Segment Open

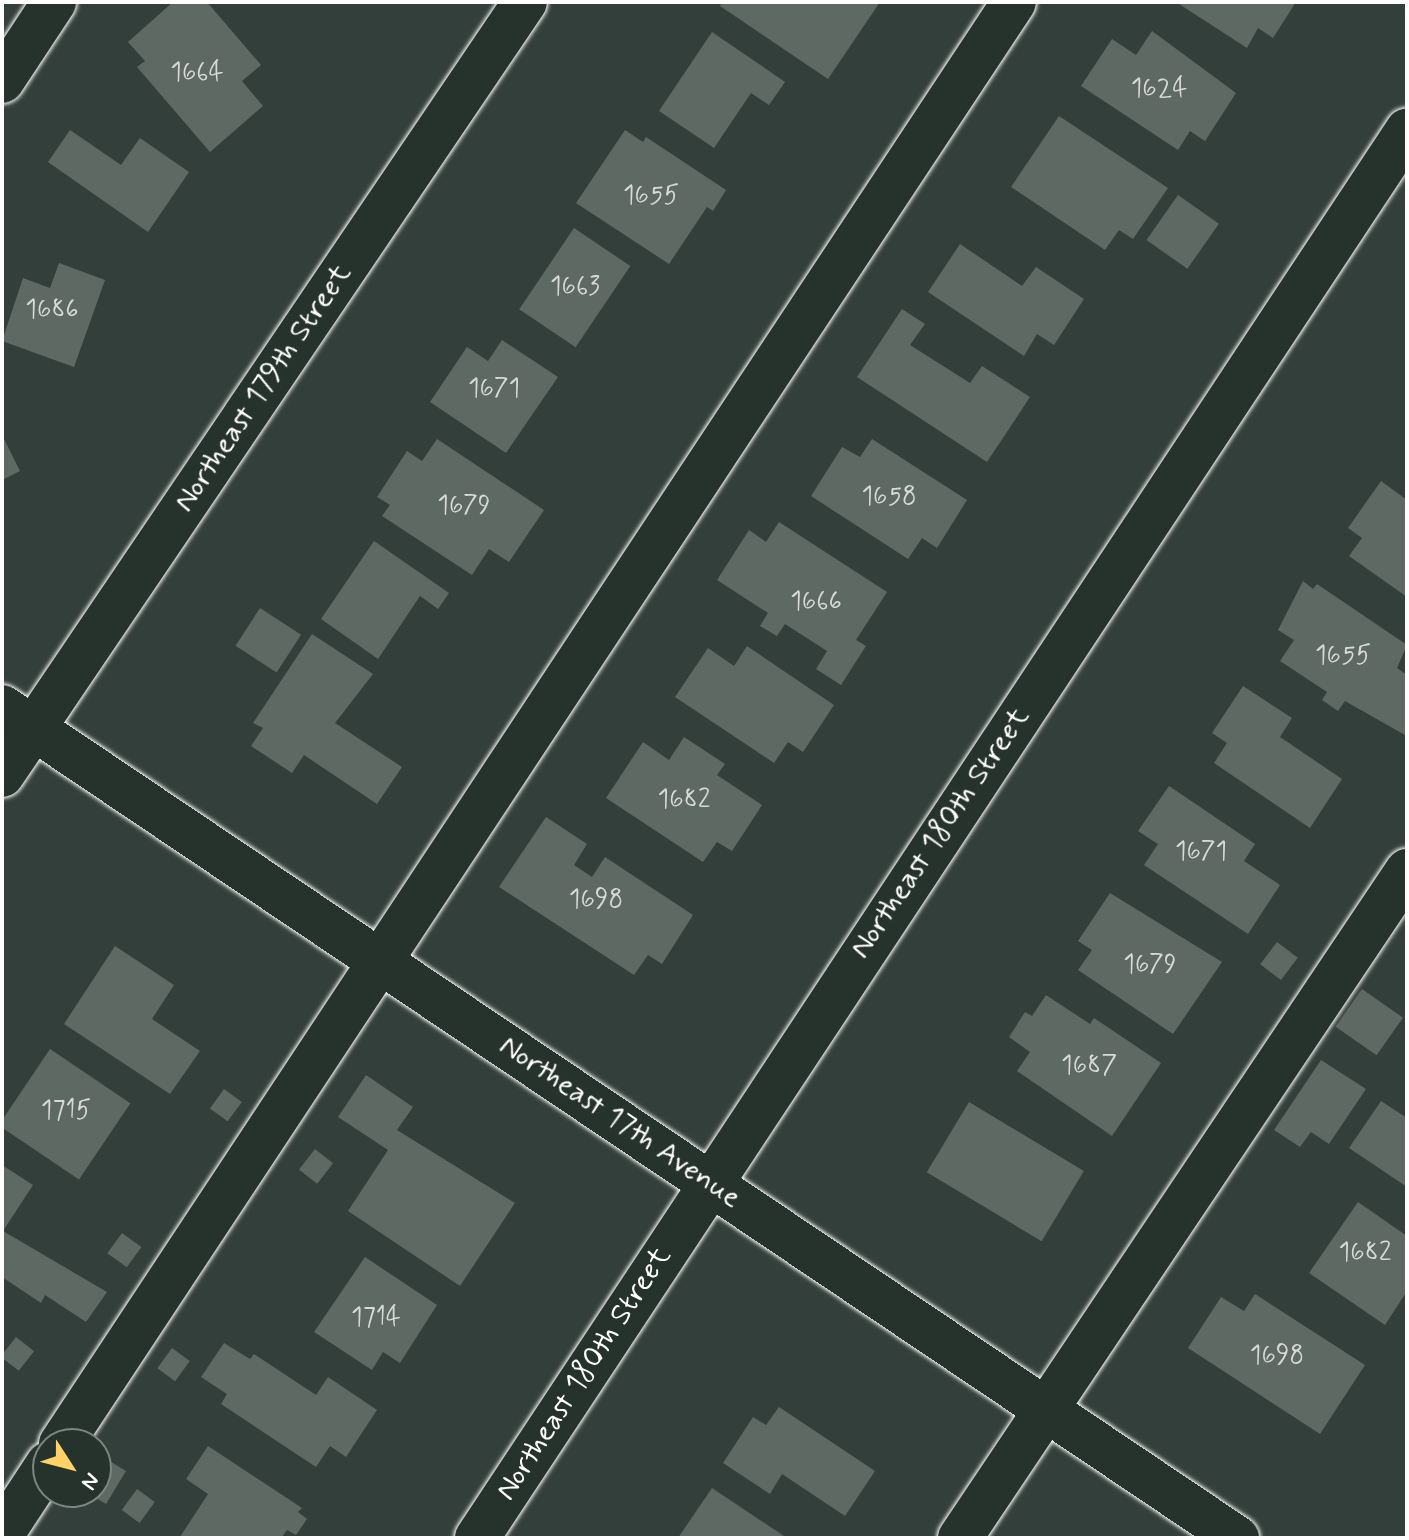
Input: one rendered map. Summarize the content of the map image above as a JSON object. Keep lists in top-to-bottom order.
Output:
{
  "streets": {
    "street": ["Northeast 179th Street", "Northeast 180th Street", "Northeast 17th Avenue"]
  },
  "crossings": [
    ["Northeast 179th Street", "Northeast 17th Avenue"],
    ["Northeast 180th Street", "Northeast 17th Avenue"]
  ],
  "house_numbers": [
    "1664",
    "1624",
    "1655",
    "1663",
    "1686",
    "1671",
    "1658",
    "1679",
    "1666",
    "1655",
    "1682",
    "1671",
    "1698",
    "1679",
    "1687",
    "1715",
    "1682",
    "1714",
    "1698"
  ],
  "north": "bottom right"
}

Segment Closed

* WHAT IS EXPECTED *
Pictures aside, every entry above must be repeated exactly.

* SOLUTION TO THE EXERCISE *
Input: one rendered map. Summarize the content of the map image above as a JSON object. Keep lists in top-to-bottom order.
Output:
{
  "streets": {
    "street": ["Northeast 179th Street", "Northeast 180th Street", "Northeast 17th Avenue"]
  },
  "crossings": [
    ["Northeast 179th Street", "Northeast 17th Avenue"],
    ["Northeast 180th Street", "Northeast 17th Avenue"]
  ],
  "house_numbers": [
    "1664",
    "1624",
    "1655",
    "1663",
    "1686",
    "1671",
    "1658",
    "1679",
    "1666",
    "1655",
    "1682",
    "1671",
    "1698",
    "1679",
    "1687",
    "1715",
    "1682",
    "1714",
    "1698"
  ],
  "north": "bottom right"
}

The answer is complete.